--- TASK GOAL ---
Which of the lines below contain the string "hand"? Pull each one out of the data.

Structured pose outputs
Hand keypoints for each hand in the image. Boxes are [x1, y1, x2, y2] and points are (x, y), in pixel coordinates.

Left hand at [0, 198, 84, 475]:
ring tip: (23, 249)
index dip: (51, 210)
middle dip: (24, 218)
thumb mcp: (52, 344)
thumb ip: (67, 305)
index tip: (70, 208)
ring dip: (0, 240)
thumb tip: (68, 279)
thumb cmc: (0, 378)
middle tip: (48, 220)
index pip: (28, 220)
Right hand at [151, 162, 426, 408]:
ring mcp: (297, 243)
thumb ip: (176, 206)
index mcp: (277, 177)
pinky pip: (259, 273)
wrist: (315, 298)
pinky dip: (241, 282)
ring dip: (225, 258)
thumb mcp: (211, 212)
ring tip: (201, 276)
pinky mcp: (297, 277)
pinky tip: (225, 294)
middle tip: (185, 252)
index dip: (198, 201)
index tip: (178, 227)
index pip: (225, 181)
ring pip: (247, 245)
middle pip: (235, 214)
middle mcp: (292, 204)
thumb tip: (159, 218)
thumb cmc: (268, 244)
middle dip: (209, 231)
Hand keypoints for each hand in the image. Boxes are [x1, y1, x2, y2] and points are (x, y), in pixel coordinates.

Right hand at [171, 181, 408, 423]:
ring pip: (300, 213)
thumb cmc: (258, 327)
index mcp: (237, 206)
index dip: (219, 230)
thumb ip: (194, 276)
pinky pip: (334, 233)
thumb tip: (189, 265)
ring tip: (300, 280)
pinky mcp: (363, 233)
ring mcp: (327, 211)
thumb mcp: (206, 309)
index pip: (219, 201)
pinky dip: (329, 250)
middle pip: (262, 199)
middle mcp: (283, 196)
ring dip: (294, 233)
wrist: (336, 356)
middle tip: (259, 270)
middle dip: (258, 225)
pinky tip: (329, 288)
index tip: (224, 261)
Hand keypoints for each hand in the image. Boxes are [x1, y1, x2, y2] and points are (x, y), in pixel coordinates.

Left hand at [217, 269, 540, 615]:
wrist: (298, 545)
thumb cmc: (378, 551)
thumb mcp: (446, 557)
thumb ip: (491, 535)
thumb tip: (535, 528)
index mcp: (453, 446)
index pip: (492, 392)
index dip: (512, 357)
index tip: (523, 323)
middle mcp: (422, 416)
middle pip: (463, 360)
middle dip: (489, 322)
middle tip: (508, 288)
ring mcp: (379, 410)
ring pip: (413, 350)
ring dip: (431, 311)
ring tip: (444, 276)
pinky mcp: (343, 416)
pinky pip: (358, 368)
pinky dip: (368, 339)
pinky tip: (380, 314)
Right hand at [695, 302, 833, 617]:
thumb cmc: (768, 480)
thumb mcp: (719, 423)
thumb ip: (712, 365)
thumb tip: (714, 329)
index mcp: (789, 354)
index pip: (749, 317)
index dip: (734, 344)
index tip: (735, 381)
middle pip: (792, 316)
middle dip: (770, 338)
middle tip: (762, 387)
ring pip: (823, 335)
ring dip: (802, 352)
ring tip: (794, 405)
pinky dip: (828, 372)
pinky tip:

--- ANSWER TO THIS PROBLEM ---
Hand keypoints for each hand in the image. Boxes are [x1, y1, x2, y2] and points are (x, y), in pixel coordinates.
Left hand at [0, 198, 84, 475]:
Right hand at [151, 162, 426, 408]:
Hand keypoints for each hand in the image. Boxes are [x1, y1, x2, y2] and points are (x, y), in pixel coordinates.
Right hand at [171, 181, 408, 423]:
Hand keypoints for each hand in the image. Boxes are [x1, y1, x2, y2] and points are (x, y), in pixel coordinates.
Left hand at [217, 269, 540, 615]:
Right hand at [695, 302, 833, 617]:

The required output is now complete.